PROBLEM TO WORK ON:
Copy the data exactly as it appears, and do not include any pictures.

Segment Start: DATASET

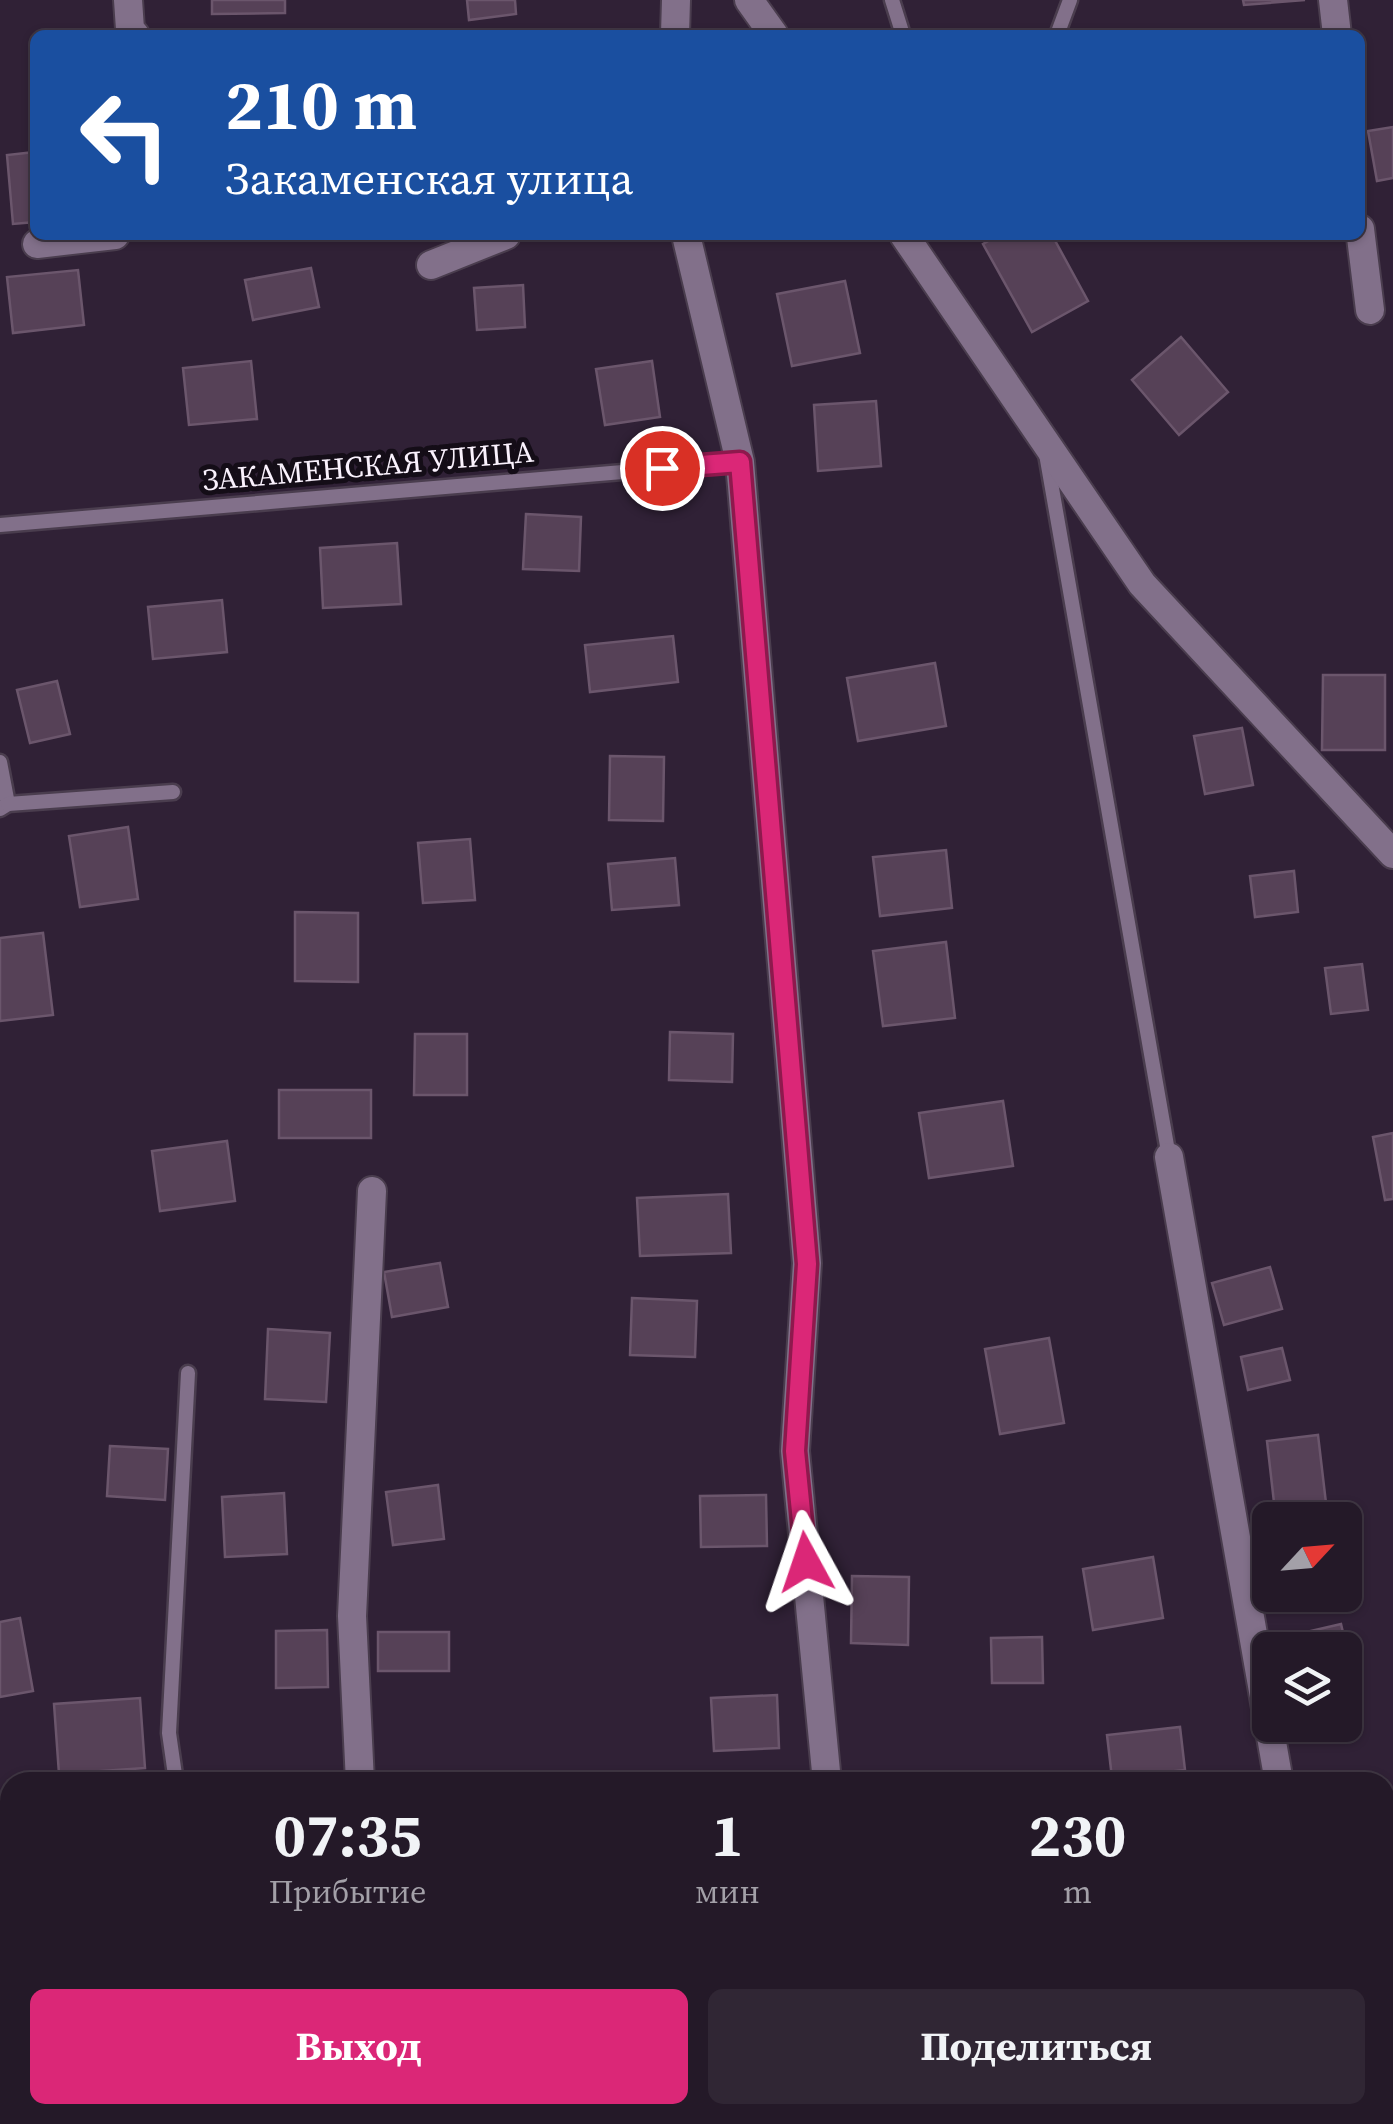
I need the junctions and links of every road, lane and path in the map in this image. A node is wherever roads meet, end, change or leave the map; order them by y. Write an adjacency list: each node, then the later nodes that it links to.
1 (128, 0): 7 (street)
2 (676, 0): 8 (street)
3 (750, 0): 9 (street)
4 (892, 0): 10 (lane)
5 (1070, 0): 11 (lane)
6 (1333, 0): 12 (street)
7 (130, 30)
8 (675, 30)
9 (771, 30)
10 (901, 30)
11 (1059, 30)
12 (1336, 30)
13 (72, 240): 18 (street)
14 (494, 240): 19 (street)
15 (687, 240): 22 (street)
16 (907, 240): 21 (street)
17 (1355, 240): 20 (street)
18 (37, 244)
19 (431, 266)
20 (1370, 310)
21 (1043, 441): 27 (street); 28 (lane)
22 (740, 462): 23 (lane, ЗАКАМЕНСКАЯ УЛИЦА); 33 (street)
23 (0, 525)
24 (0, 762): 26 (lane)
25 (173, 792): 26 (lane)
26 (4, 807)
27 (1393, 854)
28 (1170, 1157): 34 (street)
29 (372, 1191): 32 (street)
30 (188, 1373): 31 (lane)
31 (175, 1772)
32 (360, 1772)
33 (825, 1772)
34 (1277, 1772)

Segment End: DATASET

ANSWER SPACE:
I need the junctions and links of every road, lane and path in the map in this image. A node is wherever roads meet, end, change or leave the map; order them by y. Write an adjacency list: each node, then the later nodes that it links to.
1 (128, 0): 7 (street)
2 (676, 0): 8 (street)
3 (750, 0): 9 (street)
4 (892, 0): 10 (lane)
5 (1070, 0): 11 (lane)
6 (1333, 0): 12 (street)
7 (130, 30)
8 (675, 30)
9 (771, 30)
10 (901, 30)
11 (1059, 30)
12 (1336, 30)
13 (72, 240): 18 (street)
14 (494, 240): 19 (street)
15 (687, 240): 22 (street)
16 (907, 240): 21 (street)
17 (1355, 240): 20 (street)
18 (37, 244)
19 (431, 266)
20 (1370, 310)
21 (1043, 441): 27 (street); 28 (lane)
22 (740, 462): 23 (lane, ЗАКАМЕНСКАЯ УЛИЦА); 33 (street)
23 (0, 525)
24 (0, 762): 26 (lane)
25 (173, 792): 26 (lane)
26 (4, 807)
27 (1393, 854)
28 (1170, 1157): 34 (street)
29 (372, 1191): 32 (street)
30 (188, 1373): 31 (lane)
31 (175, 1772)
32 (360, 1772)
33 (825, 1772)
34 (1277, 1772)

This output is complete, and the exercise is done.